Task to complete: Every line with the string "function" should be copied from the data.
* * *
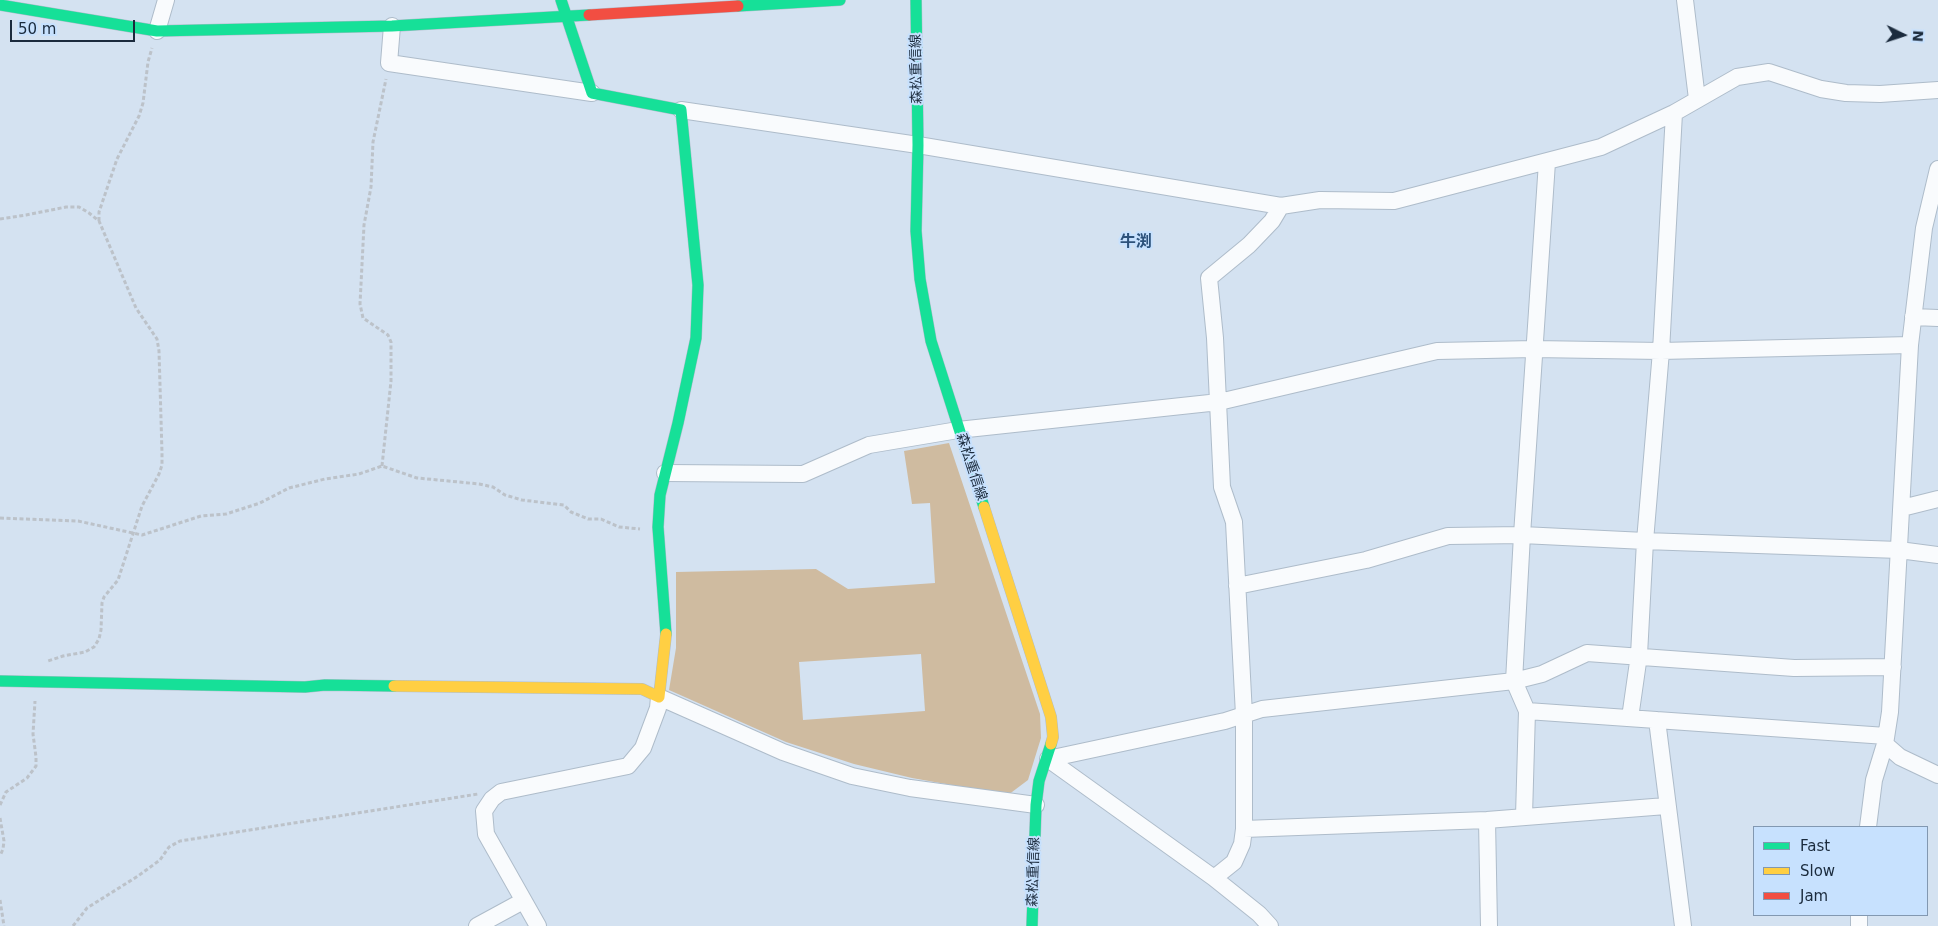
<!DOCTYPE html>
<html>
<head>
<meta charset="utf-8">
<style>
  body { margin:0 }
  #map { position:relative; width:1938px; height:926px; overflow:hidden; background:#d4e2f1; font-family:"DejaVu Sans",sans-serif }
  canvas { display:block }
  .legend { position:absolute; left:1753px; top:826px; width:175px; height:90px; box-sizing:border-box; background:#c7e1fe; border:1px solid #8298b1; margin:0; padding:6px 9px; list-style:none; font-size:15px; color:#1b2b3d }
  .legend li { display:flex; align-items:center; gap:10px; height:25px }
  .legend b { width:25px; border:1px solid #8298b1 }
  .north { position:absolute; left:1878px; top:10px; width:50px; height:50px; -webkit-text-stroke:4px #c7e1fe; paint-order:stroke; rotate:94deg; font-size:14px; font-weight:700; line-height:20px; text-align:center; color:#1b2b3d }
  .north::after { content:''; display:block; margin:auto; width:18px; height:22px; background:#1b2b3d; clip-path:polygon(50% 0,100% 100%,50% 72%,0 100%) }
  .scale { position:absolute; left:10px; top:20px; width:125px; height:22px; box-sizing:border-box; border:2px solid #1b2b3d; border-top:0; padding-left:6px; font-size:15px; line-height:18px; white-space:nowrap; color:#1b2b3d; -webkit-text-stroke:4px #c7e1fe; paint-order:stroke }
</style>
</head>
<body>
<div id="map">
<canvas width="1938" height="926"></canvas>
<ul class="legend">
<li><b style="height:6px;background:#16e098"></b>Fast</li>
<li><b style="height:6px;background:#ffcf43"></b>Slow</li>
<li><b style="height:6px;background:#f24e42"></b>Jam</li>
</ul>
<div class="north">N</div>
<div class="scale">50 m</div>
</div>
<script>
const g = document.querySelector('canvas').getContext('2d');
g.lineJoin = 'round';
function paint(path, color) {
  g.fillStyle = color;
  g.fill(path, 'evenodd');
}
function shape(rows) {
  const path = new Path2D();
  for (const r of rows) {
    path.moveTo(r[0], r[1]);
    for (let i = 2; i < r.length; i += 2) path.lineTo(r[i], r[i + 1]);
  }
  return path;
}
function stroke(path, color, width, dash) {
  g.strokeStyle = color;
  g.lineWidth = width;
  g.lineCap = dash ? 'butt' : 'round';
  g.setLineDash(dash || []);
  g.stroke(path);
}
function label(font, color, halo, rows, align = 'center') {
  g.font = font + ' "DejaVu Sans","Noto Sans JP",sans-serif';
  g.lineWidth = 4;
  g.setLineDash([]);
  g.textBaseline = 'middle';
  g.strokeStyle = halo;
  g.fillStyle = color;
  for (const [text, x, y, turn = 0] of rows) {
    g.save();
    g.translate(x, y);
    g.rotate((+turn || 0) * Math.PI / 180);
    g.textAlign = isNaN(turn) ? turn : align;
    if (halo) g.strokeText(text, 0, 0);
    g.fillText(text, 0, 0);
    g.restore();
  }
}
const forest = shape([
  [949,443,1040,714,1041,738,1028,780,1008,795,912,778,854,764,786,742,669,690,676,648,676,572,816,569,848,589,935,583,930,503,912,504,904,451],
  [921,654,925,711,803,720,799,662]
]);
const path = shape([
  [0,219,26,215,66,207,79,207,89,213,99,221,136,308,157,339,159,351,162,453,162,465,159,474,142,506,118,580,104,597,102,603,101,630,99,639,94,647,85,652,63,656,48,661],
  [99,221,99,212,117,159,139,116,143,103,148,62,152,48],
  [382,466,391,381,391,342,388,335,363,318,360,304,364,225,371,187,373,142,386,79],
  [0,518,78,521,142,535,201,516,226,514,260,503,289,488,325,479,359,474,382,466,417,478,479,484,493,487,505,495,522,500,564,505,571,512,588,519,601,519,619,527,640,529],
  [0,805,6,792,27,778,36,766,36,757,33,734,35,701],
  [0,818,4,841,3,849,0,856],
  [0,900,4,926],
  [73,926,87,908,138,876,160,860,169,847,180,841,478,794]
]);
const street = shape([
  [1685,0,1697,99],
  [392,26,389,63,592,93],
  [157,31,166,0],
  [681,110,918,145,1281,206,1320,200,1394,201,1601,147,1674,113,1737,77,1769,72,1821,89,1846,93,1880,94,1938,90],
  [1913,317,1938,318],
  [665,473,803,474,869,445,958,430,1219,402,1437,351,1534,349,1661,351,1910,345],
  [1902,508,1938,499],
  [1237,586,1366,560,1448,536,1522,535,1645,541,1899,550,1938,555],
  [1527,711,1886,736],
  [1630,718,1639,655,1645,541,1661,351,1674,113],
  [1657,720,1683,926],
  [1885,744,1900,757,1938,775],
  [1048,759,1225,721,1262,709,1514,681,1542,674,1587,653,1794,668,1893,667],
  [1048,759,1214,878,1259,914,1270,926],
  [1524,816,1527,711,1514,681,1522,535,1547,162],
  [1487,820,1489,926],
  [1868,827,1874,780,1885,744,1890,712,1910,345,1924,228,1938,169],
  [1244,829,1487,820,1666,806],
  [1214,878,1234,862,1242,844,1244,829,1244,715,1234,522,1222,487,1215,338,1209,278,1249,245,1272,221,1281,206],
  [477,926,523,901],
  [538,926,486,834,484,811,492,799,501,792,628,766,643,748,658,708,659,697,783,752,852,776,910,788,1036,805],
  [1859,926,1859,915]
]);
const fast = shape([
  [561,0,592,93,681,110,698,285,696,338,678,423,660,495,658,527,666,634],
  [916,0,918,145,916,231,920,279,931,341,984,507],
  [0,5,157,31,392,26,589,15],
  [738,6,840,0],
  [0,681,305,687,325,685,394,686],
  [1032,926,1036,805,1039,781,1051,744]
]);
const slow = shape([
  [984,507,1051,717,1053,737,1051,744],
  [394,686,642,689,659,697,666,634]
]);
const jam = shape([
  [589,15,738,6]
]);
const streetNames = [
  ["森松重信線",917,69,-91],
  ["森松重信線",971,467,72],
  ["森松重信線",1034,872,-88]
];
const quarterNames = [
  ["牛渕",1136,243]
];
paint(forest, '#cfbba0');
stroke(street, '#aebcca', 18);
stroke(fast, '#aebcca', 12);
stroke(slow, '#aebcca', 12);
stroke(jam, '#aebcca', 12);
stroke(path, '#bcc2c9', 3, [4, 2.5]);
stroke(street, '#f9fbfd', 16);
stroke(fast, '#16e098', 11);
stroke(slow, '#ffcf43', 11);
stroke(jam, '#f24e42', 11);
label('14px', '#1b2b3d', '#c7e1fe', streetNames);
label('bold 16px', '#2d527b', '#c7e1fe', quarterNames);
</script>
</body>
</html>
* * *
Exercise response:
function paint(path, color) {
function shape(rows) {
function stroke(path, color, width, dash) {
function label(font, color, halo, rows, align = 'center') {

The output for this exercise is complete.